» **Collected data entries**

-- Opening Marker --

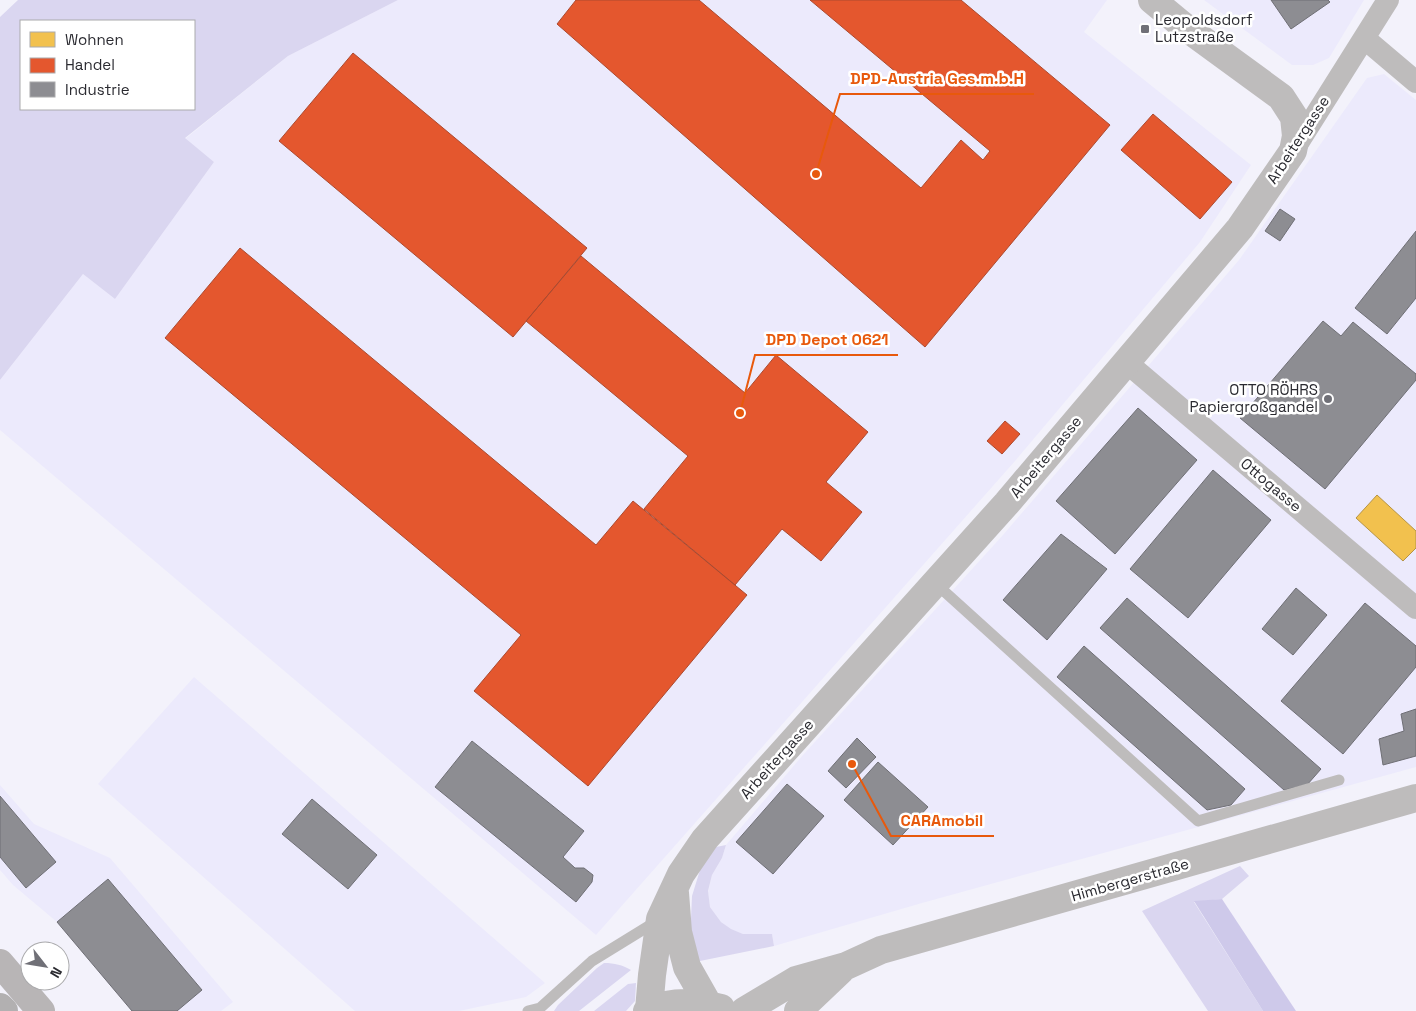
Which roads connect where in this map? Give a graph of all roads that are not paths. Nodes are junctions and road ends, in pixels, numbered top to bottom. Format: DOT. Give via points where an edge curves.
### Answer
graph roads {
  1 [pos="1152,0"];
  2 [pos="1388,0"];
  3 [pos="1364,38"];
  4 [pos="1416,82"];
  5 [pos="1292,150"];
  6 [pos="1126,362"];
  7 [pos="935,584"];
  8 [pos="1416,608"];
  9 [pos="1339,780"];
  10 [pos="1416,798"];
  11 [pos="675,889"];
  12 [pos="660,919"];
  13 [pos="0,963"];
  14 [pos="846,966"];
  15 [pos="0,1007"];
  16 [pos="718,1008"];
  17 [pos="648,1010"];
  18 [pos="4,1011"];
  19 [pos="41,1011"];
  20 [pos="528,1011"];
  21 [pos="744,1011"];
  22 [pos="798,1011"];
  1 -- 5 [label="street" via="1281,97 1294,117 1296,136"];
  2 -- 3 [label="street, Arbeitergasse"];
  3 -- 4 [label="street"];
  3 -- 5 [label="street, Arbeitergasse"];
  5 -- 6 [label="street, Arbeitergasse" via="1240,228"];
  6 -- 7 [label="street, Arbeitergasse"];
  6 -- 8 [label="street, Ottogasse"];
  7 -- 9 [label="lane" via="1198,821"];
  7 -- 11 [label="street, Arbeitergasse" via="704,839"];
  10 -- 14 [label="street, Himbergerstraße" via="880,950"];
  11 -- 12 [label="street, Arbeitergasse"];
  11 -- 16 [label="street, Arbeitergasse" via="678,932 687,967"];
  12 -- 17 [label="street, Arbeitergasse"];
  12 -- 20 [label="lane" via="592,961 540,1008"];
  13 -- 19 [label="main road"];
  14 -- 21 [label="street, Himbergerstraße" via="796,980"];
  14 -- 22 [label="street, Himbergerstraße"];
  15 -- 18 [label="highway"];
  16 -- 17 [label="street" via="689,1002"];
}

-- Closing Marker --
-- Opening Marker --

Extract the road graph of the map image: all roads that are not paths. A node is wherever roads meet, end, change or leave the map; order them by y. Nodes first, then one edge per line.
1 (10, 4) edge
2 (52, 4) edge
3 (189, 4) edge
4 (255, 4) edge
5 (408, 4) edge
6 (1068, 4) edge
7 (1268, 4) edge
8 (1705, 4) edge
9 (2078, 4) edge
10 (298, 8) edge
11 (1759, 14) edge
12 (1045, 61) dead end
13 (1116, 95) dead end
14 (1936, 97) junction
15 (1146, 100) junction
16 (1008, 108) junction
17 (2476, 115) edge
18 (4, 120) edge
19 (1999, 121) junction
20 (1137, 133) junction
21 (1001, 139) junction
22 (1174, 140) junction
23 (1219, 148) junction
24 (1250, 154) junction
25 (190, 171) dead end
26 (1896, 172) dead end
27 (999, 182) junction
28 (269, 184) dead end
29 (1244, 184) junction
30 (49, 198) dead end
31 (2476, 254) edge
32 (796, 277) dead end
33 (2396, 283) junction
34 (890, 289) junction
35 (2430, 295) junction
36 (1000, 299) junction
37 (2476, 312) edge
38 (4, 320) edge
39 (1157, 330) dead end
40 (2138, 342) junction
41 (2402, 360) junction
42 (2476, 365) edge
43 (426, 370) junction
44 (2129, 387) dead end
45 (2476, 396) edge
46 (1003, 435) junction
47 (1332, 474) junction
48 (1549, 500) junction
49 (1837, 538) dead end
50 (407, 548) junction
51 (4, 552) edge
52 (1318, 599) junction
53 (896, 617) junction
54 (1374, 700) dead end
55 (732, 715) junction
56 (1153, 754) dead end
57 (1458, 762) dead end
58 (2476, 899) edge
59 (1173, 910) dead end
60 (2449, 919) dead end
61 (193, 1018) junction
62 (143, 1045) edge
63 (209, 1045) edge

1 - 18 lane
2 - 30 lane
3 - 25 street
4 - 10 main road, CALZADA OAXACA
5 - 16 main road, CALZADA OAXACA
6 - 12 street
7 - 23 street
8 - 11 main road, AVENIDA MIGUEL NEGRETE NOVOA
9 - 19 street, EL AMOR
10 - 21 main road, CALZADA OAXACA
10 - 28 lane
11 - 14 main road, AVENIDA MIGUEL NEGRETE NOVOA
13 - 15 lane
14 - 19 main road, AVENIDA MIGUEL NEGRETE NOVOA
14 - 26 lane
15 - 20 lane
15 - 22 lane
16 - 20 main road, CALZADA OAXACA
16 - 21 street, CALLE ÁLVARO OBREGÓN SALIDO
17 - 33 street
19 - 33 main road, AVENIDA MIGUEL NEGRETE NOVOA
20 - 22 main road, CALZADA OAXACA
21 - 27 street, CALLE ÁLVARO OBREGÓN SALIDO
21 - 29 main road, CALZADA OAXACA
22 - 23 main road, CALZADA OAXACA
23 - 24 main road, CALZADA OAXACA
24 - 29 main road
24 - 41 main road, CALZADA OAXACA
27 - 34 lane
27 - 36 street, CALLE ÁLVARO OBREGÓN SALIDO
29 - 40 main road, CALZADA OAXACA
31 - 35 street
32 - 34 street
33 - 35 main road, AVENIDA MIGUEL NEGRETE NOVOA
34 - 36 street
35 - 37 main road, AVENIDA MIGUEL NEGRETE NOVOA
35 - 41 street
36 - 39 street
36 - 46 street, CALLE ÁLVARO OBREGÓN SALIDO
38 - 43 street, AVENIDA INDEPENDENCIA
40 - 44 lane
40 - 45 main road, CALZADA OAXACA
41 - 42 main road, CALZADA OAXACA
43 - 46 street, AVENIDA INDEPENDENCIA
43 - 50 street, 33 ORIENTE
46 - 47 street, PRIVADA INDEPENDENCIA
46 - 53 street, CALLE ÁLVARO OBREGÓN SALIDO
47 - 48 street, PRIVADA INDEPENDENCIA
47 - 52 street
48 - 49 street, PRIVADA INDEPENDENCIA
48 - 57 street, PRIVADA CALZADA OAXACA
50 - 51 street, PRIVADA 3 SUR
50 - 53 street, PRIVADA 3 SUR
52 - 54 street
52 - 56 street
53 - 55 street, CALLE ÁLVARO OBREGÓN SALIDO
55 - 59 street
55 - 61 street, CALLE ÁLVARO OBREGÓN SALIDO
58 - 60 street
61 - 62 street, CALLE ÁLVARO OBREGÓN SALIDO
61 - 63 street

-- Closing Marker --

» **DESCRIPTION OF THE TASK**
In the entries above, find lines with "that" and copy each.

» **WRITTEN ANSWER**
Which roads connect where in this map? Give a graph of all roads that are not paths. Nodes are junctions and road ends, in pixels, numbered top to bottom. Format: DOT. Give via points where an edge curves.
Extract the road graph of the map image: all roads that are not paths. A node is wherever roads meet, end, change or leave the map; order them by y. Nodes first, then one edge per line.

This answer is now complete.